## What to do
Search the entries below for the word "Crescent" and copy each line that has it.

========

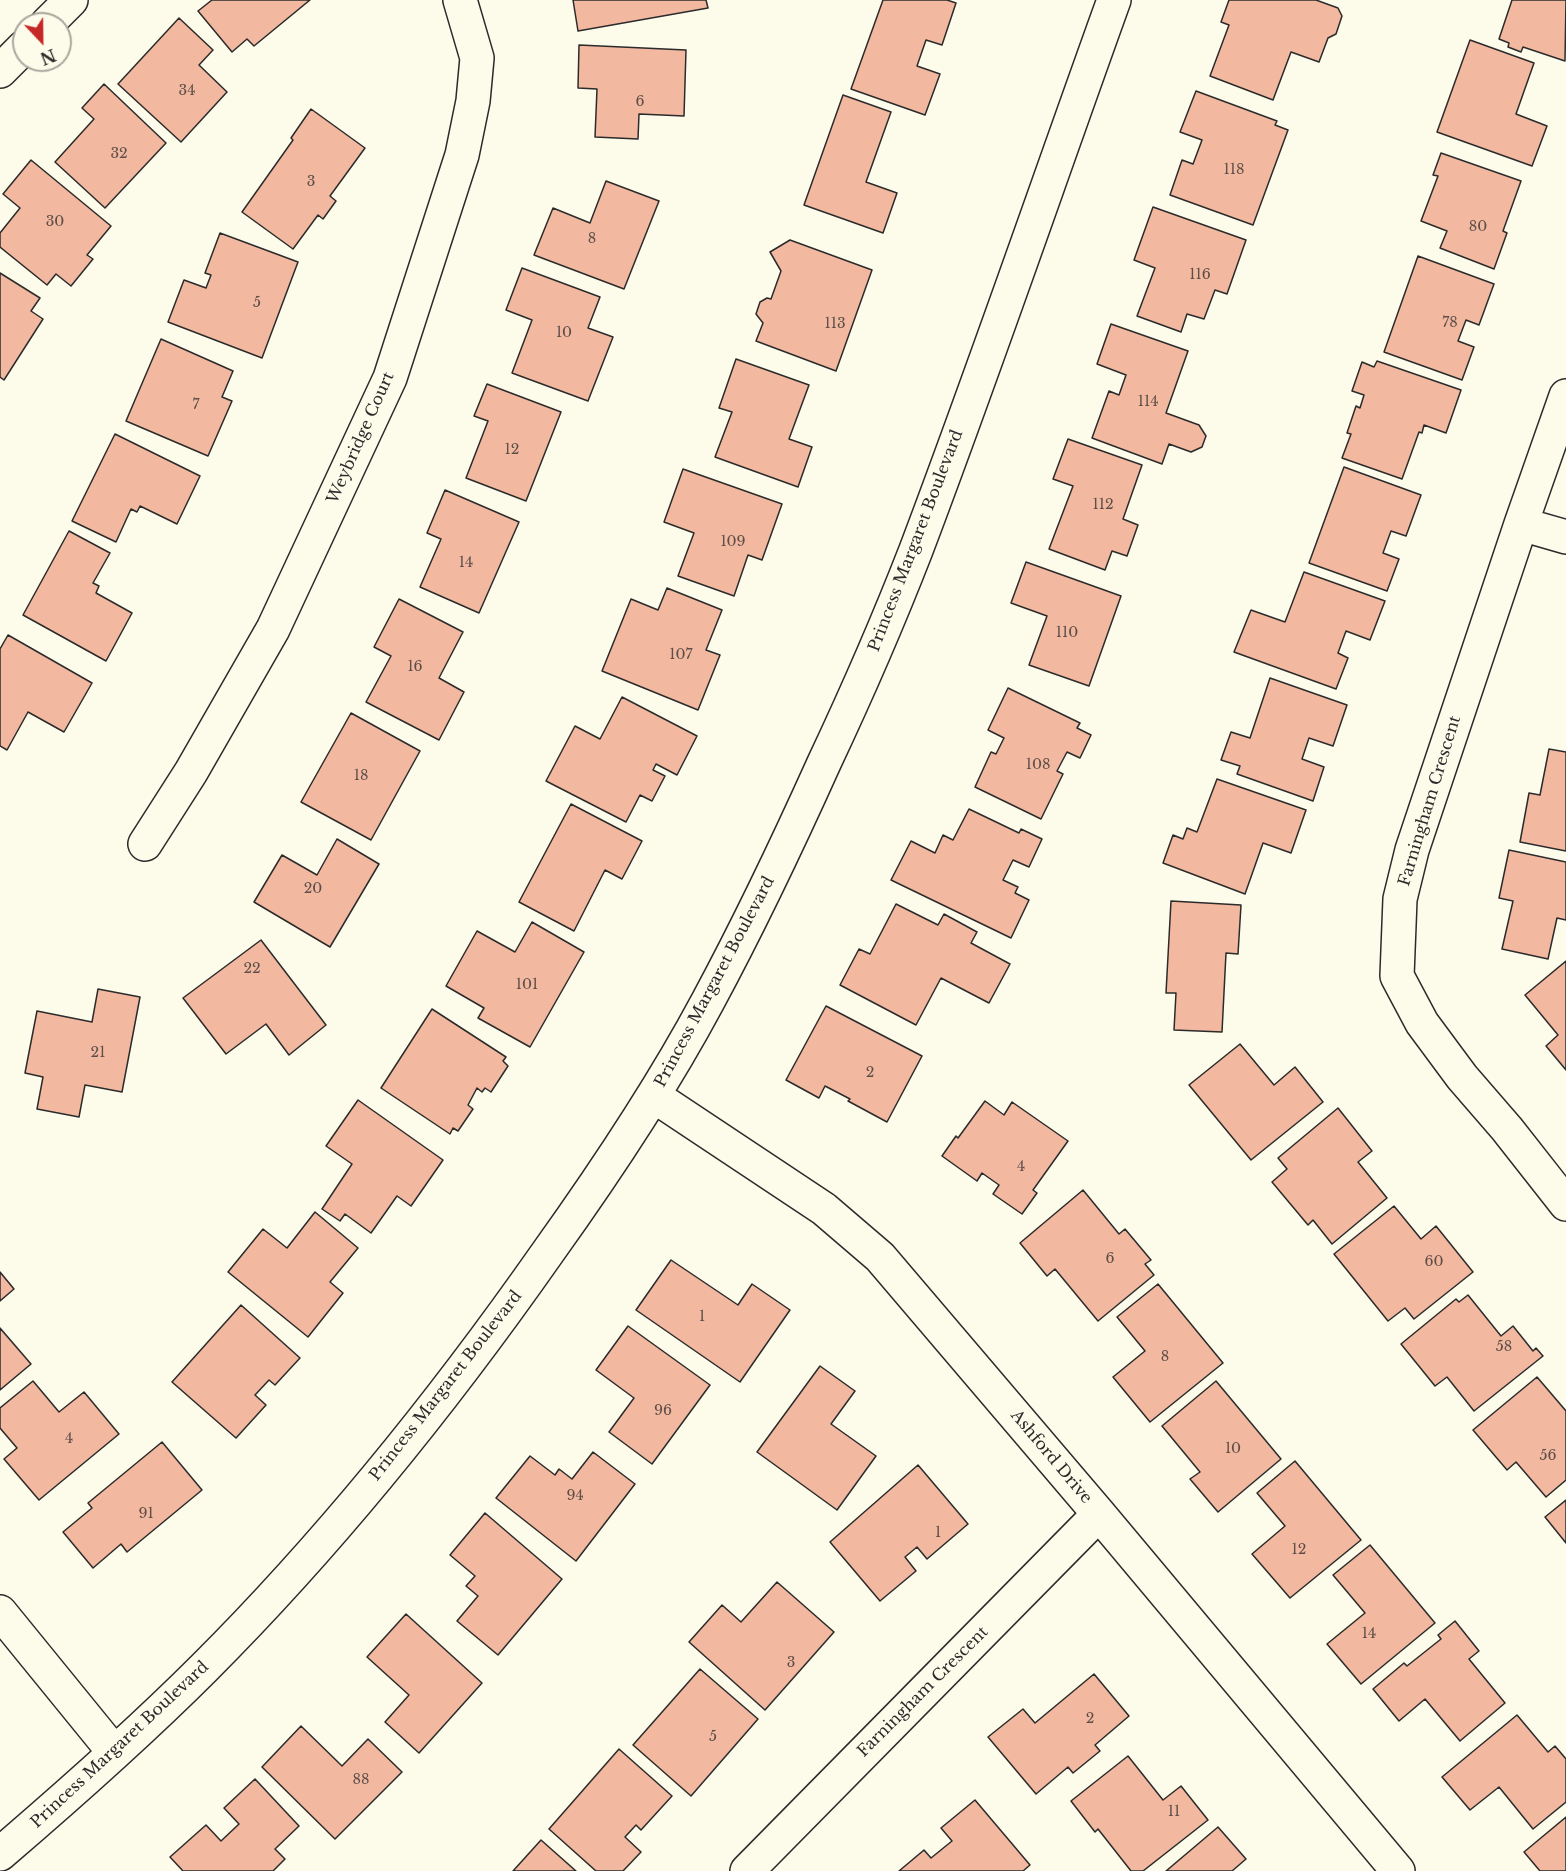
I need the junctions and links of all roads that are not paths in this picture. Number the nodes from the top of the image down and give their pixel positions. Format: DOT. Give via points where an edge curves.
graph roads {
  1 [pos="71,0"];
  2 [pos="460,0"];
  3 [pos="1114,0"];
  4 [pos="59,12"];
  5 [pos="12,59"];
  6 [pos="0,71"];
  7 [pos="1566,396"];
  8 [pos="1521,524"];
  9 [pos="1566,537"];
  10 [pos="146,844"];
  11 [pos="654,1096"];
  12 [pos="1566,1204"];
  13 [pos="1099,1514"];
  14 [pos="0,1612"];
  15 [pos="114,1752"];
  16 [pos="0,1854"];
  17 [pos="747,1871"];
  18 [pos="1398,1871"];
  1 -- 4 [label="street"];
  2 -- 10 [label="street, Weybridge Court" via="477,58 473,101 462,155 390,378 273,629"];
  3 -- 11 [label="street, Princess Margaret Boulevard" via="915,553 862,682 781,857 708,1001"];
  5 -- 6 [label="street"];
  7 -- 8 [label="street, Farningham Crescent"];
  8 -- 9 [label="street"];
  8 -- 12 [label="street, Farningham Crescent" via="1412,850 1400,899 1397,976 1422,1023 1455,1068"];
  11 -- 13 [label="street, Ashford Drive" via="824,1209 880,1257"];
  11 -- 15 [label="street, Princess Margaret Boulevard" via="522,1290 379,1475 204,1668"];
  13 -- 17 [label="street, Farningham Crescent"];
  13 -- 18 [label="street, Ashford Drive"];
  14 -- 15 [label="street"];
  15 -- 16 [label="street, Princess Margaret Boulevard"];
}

========

## Response to this exercise
  7 -- 8 [label="street, Farningham Crescent"];
  8 -- 12 [label="street, Farningham Crescent" via="1412,850 1400,899 1397,976 1422,1023 1455,1068"];
  13 -- 17 [label="street, Farningham Crescent"];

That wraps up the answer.